### [What is required]
Search the data for the word "view" and copy out every line that has it.

### [Source material]
*****

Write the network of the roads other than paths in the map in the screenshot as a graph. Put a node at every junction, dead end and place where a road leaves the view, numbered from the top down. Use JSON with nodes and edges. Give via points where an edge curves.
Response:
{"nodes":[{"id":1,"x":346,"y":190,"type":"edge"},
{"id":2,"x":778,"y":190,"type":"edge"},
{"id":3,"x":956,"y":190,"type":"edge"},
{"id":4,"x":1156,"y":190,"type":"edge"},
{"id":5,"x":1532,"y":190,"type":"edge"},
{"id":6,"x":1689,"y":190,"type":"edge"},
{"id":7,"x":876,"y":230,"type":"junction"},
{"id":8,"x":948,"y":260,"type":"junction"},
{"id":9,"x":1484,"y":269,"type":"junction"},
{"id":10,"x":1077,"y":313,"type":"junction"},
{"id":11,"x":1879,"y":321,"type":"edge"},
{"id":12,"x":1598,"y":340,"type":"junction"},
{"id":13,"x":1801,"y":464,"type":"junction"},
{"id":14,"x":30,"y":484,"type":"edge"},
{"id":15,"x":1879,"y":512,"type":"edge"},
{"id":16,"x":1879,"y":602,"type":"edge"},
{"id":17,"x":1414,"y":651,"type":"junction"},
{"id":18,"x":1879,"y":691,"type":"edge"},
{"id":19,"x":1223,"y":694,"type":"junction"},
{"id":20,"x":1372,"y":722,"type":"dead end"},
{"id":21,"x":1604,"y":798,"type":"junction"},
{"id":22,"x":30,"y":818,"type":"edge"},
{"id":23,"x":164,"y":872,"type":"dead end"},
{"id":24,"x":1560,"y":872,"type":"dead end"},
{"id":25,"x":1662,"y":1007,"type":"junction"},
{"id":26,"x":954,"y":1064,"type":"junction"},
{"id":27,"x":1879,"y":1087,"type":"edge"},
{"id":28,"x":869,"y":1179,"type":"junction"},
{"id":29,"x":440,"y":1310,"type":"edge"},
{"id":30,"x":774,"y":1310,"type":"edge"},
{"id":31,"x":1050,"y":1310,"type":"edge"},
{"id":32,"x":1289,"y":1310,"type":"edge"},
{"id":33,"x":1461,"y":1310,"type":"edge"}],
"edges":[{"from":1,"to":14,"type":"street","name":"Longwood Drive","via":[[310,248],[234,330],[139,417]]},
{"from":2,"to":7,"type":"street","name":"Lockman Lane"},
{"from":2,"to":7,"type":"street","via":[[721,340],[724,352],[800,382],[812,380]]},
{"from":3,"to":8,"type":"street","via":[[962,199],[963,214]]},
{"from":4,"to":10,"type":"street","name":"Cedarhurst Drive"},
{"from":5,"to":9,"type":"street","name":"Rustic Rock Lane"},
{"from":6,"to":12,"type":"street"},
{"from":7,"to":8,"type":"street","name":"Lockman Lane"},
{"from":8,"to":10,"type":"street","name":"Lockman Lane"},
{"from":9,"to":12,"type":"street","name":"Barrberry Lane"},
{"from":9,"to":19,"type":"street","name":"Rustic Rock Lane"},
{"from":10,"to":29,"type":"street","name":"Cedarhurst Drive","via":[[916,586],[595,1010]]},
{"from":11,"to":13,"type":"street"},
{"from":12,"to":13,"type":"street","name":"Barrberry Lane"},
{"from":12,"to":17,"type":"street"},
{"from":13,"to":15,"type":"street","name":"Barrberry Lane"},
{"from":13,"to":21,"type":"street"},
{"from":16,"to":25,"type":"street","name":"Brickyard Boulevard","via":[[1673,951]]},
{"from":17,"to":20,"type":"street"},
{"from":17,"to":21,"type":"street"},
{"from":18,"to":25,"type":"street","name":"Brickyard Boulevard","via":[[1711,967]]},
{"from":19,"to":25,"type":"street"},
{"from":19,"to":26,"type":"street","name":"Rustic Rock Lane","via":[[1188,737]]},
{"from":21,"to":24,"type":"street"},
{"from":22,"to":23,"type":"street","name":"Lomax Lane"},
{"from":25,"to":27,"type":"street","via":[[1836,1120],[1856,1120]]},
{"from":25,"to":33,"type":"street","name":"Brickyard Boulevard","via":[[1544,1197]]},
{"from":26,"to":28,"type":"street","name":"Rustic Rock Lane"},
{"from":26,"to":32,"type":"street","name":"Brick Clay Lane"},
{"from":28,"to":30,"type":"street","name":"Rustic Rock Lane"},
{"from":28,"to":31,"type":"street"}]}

*****

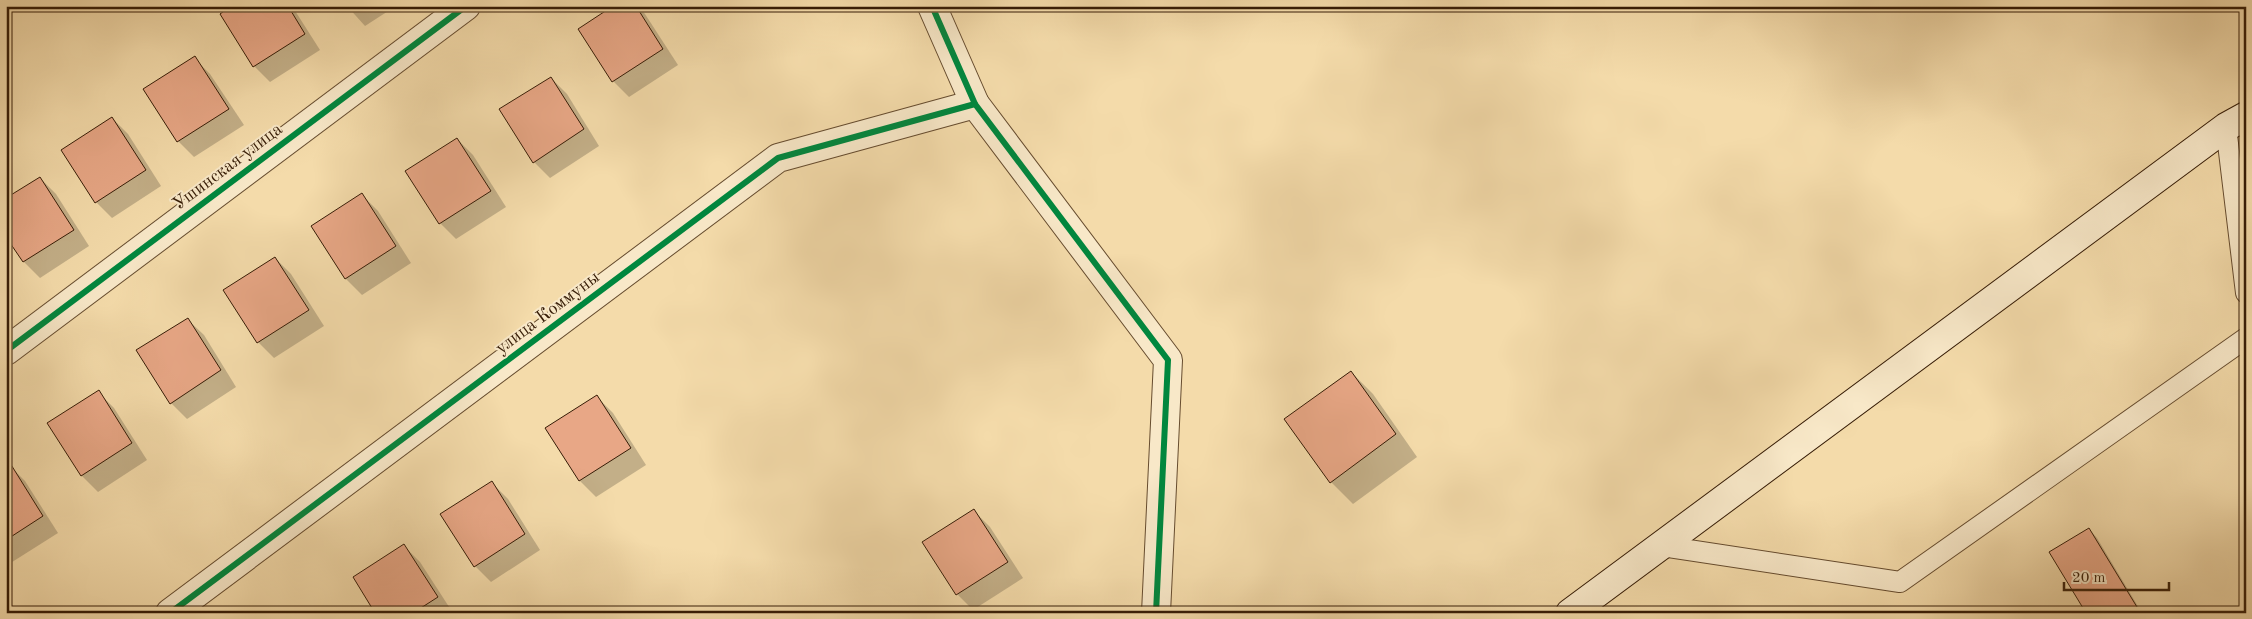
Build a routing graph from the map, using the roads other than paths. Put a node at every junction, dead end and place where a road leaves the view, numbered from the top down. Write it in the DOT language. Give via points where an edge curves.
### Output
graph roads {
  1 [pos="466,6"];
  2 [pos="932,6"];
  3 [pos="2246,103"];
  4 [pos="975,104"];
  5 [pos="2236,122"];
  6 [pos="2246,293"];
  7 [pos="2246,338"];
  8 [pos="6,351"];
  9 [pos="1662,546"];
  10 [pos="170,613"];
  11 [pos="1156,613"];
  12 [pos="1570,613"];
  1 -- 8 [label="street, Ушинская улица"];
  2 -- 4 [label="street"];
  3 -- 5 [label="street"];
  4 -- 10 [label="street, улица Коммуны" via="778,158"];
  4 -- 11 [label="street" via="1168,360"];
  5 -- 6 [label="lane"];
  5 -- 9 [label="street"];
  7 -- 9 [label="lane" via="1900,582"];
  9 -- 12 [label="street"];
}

*****

### [Written response]
Write the network of the roads other than paths in the map in the screenshot as a graph. Put a node at every junction, dead end and place where a road leaves the view, numbered from the top down. Use JSON with nodes and edges. Give via points where an edge curves.
Build a routing graph from the map, using the roads other than paths. Put a node at every junction, dead end and place where a road leaves the view, numbered from the top down. Write it in the DOT language. Give via points where an edge curves.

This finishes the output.